L'éthique de l'indignation

Par Jean-François Vandeuren
Les dernières années se seront déroulées sous le signe de l’indignation. Un peu partout sur la planète, des hommes et des femmes se seront rassemblés pour faire connaître leur mécontentement face au système et tenter d’en dévoiler les nombreuses iniquités. Une hargne dont se sera visiblement imprégné le septième art durant cette période alors que la remise en question et la lutte contre l’ordre établi se seront retrouvées au coeur d’un nombre incalculable d’oeuvres populaires et indépendantes. Le travail est néanmoins loin d’être terminé, l’amas de pratiques scandaleuses ayant pris forme dans les coulisses du pouvoir ne semblant toujours avoir été gratté qu’en surface. Mais descendre dans la rue est-il un moyen réellement efficace pour sensibiliser la population à ce genre de préoccupations? Existe-t-il simplement encore des actions qui permettraient de renverser concrètement la vapeur? Dans ce second long métrage de l’Américain Zal Batmanglij, une organisation clandestine nommée « The East » orchestrera une série d’offensives dans le but de lever le voile sur ces crimes « légaux » perpétrés tous les jours contre l’humanité sans que celle-ci n’en soit nécessairement consciente. La troupe s’attaquera pour ce faire aux dirigeants de différentes corporations qu’elle accuse d’abuser de la planète et de ses ressources - naturelles comme humaines - en leur faisant goûter à leur propre médecine. Sarah Moss (Brit Marling), une ancienne agente du FBI oeuvrant à présent pour une firme de sécurité privée, se verra confier la mission d’infiltrer le groupe et de découvrir l’identité de ses futures victimes.
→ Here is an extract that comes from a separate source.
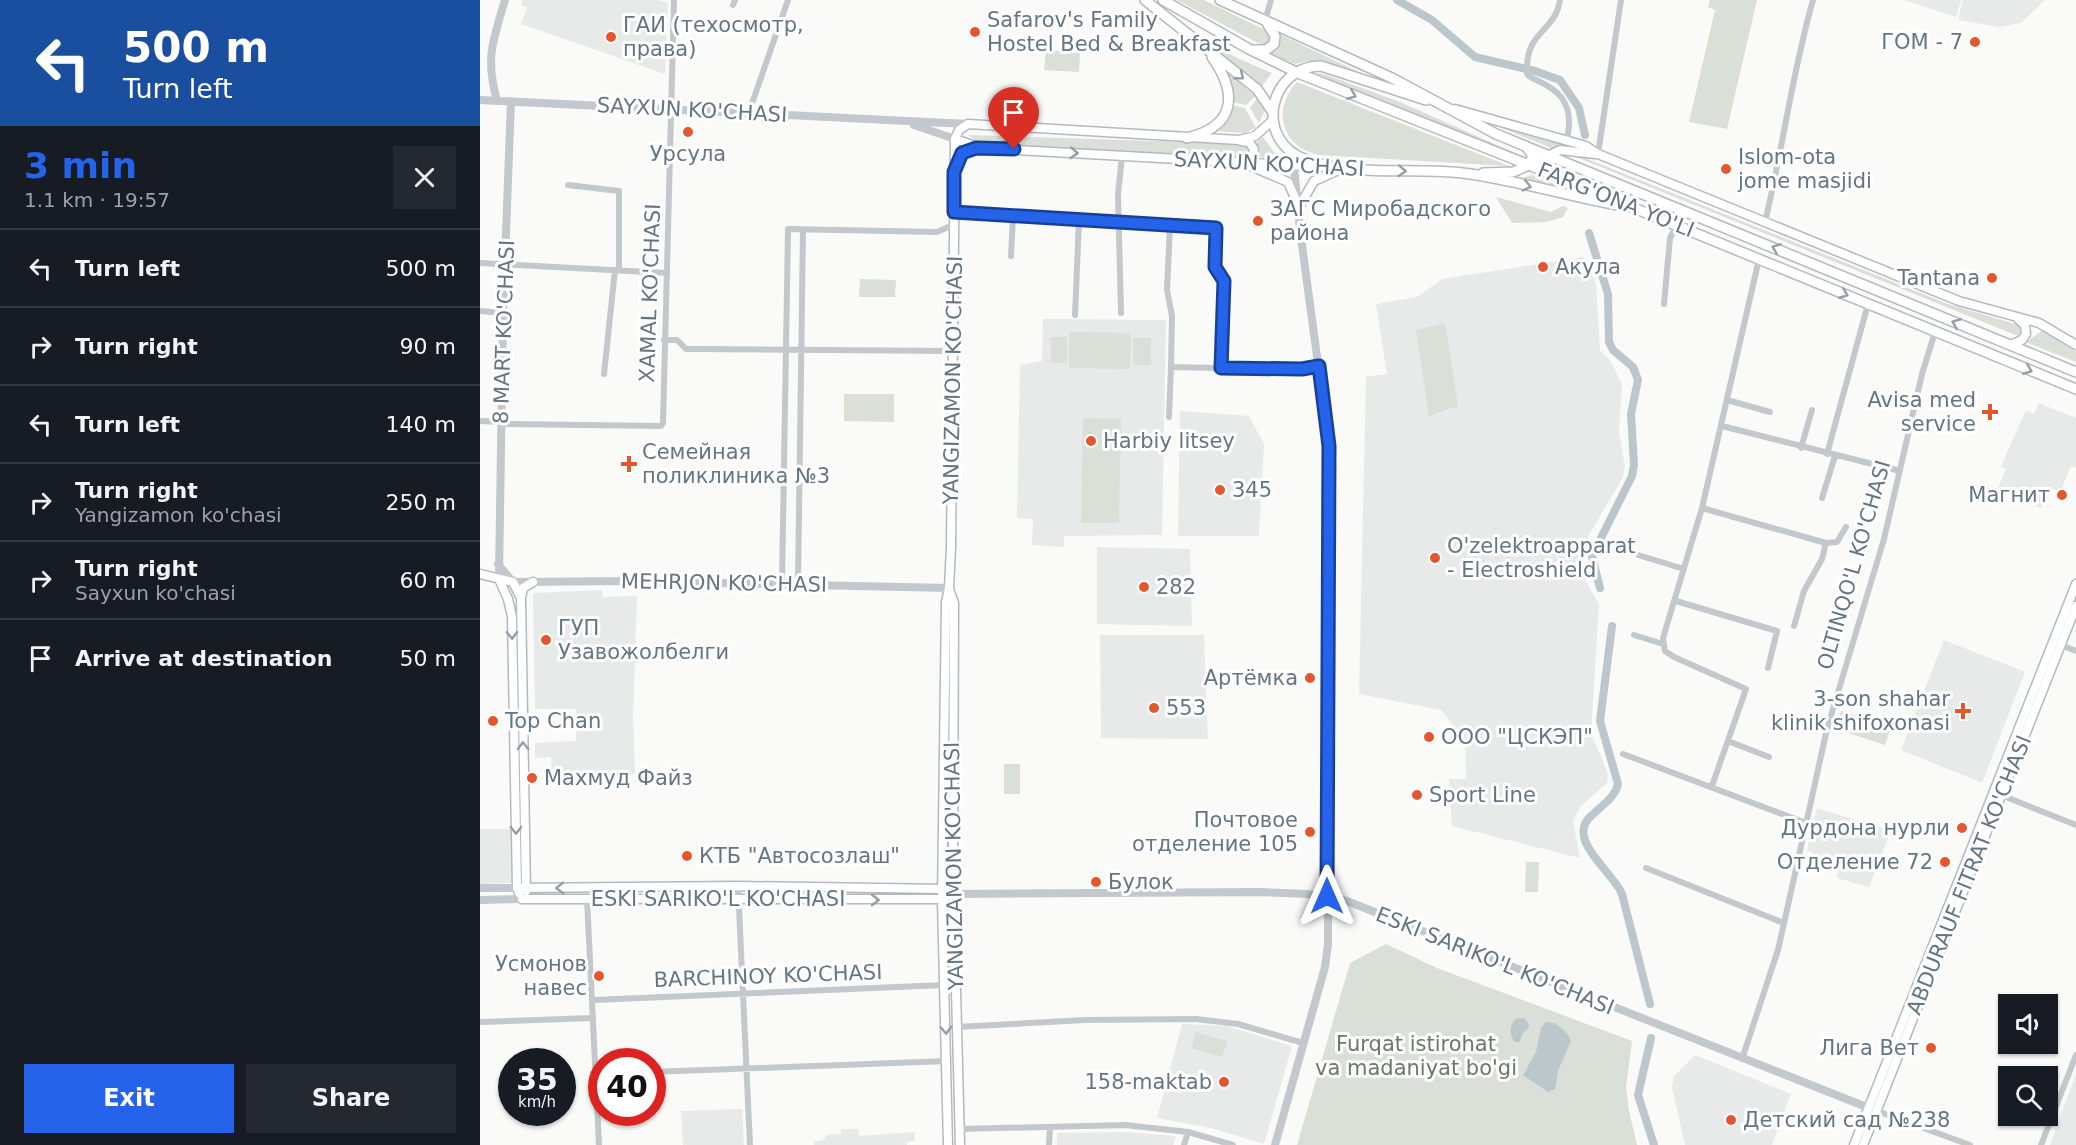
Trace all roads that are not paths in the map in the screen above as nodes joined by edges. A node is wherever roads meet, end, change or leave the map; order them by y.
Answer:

À l’instar du sournois Sound of My Voice, cette deuxième collaboration au scénario entre Marling et Batmanglij traite elle aussi de l’infiltration d’une organisation évoluant loin des regards indiscrets. Et tout comme la secte dans laquelle s’immisçait le protagoniste du film de 2011, il sera vite question ici de la conversion de Sarah aux valeurs véhiculées par le groupe de militants, lesquelles finiront évidemment par avoir raison de l’impartialité de la nouvelle venue. Marling se retrouve ainsi de l’autre côté de la médaille cette fois-ci, prêtant ses traits au personnage de l’infiltrée après avoir joué les leaders spirituels deux ans auparavant. La principale intéressée s’engagera dès lors dans une longue spirale qui l’éloignera progressivement du confort de sa vie personnelle pour l’entraîner dans les frasques de la communauté de Benji (Alexander Skarsgård) - dont elle tombera inévitablement sous le charme. Les enjeux se révèlent néanmoins beaucoup moins personnels ici que dans Sound of My Voice, le cinéaste soulignant continuellement l’urgence de la situation à laquelle désirent remédier ses personnages de même que l’importance d’une conscientisation à grande échelle. Ainsi, contrairement à la jeune femme venue supposément d’un futur post-apocalyptique qui exploitait la crédulité de ses disciples, l’héritier ayant tourné le dos à la fortune familiale planifiera les actions de son groupe en réaction à des faits facilement vérifiables. Mais plutôt que de prêcher aux convertis en endossant totalement le discours tenu par les membres de cette faction, le cinéaste en viendra à s’interroger sur le sens profond comme la morale et les objectifs de ces méthodes - passives et agressives - aspirant à devenir des vecteurs de changement.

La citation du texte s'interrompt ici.